Fitoterapia. Plantas medicinales con sus nombres, descripción, familias, usos, aplicaciones, floración, etc. Remedios caseros con plantas medicinales. Documentación adicional sobre plantas medicinales. Fórmulas magistrales.

Plantas medicinales

Nombre: Lino (Linum usitatissimum)
Tipo: Herbácea
Familia: Lináceas

Catalán/Català: Llinet
Vasco/Euskara: Liho, liño

Habitat: Países mediterráneos
Floración: Abril
Se utiliza: Semillas
Usos: Laxante, Emoliente, Reepitelizante

Planta

Lino (Linum usitatissimum)

Denominaciones

Liho, Lino, Liño, Linum usitatissimum, Llinet

Descripción

El lino es una planta herbácea anual que se caracteriza sobre todo por su tallo frágil y largo que soporta hojas alternas y lanceoladas. Las flores tienen cinco pétalos y un bonito color azul cielo; en los frutos se hallan unas semillas brillantes, lisas, de color castaño claro.

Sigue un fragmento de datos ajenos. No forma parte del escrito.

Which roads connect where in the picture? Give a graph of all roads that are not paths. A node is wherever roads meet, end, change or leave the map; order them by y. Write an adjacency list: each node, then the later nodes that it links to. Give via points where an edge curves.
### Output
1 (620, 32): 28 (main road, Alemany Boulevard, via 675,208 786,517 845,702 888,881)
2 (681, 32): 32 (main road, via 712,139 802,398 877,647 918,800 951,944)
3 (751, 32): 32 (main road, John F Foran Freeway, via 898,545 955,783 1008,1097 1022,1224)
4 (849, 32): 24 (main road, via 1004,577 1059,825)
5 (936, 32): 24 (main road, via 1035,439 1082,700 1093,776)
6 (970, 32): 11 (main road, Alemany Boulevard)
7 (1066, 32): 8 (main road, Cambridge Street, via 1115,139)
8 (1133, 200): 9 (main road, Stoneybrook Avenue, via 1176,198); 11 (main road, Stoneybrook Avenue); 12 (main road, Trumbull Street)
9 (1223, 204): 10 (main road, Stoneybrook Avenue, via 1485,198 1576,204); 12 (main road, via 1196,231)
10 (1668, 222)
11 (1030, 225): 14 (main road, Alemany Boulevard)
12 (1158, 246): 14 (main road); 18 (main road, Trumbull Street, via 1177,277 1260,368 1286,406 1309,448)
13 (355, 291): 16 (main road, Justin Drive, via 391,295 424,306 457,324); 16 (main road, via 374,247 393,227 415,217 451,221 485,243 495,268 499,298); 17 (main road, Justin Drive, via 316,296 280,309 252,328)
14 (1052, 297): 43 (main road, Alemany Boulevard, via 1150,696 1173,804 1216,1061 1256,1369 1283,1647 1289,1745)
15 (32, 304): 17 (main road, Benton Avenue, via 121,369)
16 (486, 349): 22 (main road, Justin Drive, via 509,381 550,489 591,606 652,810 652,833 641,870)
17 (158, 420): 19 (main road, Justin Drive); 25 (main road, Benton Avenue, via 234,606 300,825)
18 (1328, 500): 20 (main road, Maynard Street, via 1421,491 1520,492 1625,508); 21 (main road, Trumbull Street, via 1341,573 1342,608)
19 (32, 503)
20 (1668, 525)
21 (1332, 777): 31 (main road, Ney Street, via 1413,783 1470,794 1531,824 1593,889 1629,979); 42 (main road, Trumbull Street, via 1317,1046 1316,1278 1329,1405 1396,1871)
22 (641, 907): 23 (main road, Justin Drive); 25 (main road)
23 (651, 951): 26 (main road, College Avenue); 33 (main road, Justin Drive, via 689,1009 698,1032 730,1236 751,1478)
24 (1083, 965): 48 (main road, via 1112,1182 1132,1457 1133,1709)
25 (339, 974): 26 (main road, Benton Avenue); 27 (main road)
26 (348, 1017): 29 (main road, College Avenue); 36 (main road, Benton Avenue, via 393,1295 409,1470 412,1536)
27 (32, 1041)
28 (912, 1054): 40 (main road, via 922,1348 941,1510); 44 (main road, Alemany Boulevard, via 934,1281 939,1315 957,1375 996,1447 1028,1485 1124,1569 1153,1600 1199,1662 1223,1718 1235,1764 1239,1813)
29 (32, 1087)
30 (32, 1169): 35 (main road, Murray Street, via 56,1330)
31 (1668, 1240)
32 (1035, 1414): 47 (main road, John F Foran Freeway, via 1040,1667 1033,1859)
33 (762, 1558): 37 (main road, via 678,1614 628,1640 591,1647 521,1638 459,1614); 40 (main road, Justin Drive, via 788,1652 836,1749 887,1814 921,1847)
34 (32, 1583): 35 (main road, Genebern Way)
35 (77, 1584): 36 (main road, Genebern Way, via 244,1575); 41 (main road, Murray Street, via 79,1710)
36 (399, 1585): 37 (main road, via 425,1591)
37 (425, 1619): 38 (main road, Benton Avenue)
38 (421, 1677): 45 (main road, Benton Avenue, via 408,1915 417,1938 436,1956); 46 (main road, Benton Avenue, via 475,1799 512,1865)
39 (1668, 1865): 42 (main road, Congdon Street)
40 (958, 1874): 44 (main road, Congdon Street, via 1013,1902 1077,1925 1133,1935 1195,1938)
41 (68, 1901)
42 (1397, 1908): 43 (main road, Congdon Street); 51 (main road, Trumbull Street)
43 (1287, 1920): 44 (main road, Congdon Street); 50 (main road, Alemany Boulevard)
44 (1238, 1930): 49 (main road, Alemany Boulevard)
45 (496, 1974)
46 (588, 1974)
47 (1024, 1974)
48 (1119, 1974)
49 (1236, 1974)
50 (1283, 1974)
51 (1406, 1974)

La hierba es originaria de Egipto y no se encuentra de manera natural en nuestro país; pero es una planta que se cultiva a gran escala con fines industriales, tanto por las fibras textiles que se obtienen de sus tallos como por el aceite y la harina que se extraen de sus semillas.

Floración

Según la altura donde se encuentre, puede florecer desde abril hasta julio. Las semillas se recolectan entre agosto y septiembre y una vez limpias se ponen a secar a una temperatura de 40 °C.

Aplicaciones

La semilla de lino contiene entre un 30 y un 45% de aceite -el llamado aceite de linaza- muy rico en ácidos grasos insaturados. También posee mucílago y una sustancia que puede resultar tóxica en dosis moderadas. Además, por el contenido en mucílago las semillas actúan como excelente laxante mecánico: la envoltura de la semilla, al tragarse, se hincha, aumentando así la masa fecal a la vez que aviva los movimientos del intestino, lo que se traduce en una rápida y efectiva evacuación. Asimismo, el aceite posee propiedades lubricantes; es también un buen antiséptico y ejerce acciones similares a la vitamina F, muy útil en eczemas, contusiones, forúnculos y abscesos.

La cantidad de sustancia tóxica que posee es bastante pequeña, pero aun así hay que tener cuidado; por eso se recomienda tomar las semillas enteras, sin moler, ya que la cutícula protectora evita que se desprenda el tóxico. Por la misma razón, la harina de linaza sólo se recomienda para uso externo.

Administración

  • Semillas. Se ingieren enteras, sin masticar, con abundante agua. La dosis varía de 2 a 3 cucharadas grandes, en función del efecto que se quiera lograr.
  • Cataplasma. Para tratar los abscesos. Se hierven en 250 cc. de agua 60 gr. de harina de lino; una vez calentada, se vierte esta pasta sobre una tela que se cubre con una gasa; se espera a que se enfríe un poco para aplicar después sobre la zona a tratar.
  • Infusión. Se utiliza una cucharada grande por taza. Se hierve durante 3 minutos y luego, una vez frío, se cuela; con 2 ó 3 tazas al día es suficiente para lograr los efectos deseados.
  • Aceite. Se puede aplicar tópicamente. Existe un linimento preparado con la mezcla a partes iguales de aceite de lino y agua de cal; la emulsión que se obtiene resulta muy útil para las quemaduras. En farmacia se encuentran comercializadas tanto las semillas como la harina. Además, el lino forma parte de muchas presentaciones compuestas.